A technical snafu left some Visa prepaid cardholders stunned and horrified Monday to see a $23,148,855,308,184,500 charge on their statements.
[From Glitch hits Visa users with more than $23 quadrillion charge – CNN.com]
How can you charge more than the GDP of the entire world to a prepaid card without a red light going on somewhere in the system? Once again, the golden rule is proven. Someone will always make a mistake, so make sure your payment system fails safe. A simple bounds check ought to do it: if PAYMENT_AMOUNT is greater US_NATIONAL_DEBT then “refer authorisation to a human operator”, or something like that.
OK, so everyone makes mistakes. If this happened to me, by the way, I certainly wouldn’t call and complain — remember the old adage that if you owe bank a thousand dollars then you have a problem, but if you owe the bank 23 quadrillion dollars then the bank has a problem? I’d just call my bank, calmly, and ask for a service-not-rendered chargeback.
These opinions are my own (I think) and presented solely in my capacity as an interested member of the general public [posted with ecto]

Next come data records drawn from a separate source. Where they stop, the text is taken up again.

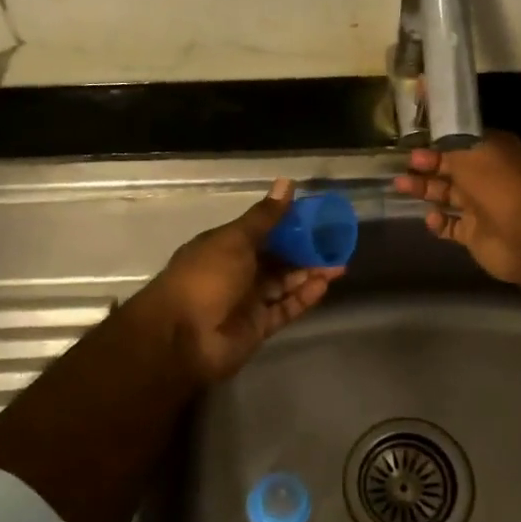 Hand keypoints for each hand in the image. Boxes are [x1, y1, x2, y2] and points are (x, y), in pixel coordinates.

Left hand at [134, 179, 344, 383]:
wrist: (181, 338)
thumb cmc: (205, 278)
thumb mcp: (234, 240)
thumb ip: (264, 218)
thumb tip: (286, 183)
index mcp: (224, 247)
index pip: (262, 232)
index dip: (288, 225)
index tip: (317, 218)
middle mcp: (236, 273)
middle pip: (276, 259)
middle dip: (304, 252)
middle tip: (336, 244)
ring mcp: (247, 302)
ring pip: (284, 284)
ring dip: (309, 274)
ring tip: (339, 265)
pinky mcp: (257, 327)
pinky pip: (284, 309)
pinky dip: (303, 298)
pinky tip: (324, 286)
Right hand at [392, 131, 520, 284]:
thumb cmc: (498, 184)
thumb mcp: (469, 156)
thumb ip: (447, 153)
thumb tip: (432, 151)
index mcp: (495, 154)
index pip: (463, 146)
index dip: (439, 147)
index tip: (414, 148)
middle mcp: (489, 179)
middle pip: (452, 171)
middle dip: (426, 169)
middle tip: (401, 168)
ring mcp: (482, 208)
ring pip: (448, 197)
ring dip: (425, 191)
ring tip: (400, 187)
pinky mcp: (475, 234)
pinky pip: (451, 226)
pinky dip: (438, 223)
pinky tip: (430, 218) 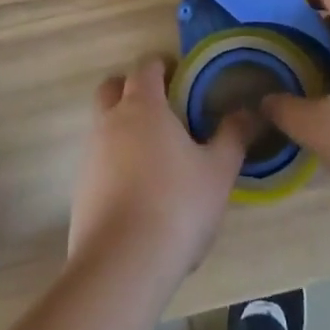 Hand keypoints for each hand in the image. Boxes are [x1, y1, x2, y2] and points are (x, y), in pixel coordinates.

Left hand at [68, 54, 249, 288]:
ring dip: (122, 128)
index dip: (162, 66)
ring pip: (102, 125)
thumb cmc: (176, 205)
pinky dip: (114, 164)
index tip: (181, 76)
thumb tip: (249, 111)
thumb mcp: (218, 171)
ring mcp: (90, 155)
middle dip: (131, 89)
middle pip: (112, 88)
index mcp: (142, 106)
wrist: (122, 264)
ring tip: (155, 156)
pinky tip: (138, 192)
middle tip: (161, 108)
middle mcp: (110, 121)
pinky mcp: (80, 189)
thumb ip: (233, 136)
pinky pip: (98, 162)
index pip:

The Register has a plausible explanation of why this might have happened. If the amount was interpreted as ASCII, space-padded, and then converted back to binary, you get almost exactly the amount these cards were charged:
http://www.theregister.co.uk/2009/07/16/visa_programming_error_cracked/
[Though interesting that ASCII was used; I though EBCDIC was still popular in banking]
Cases like this make me wonder what other sort of formatting glitches trigger incorrect charges; maybe ones less ridiculous and so not as easy to identify as being a computer error.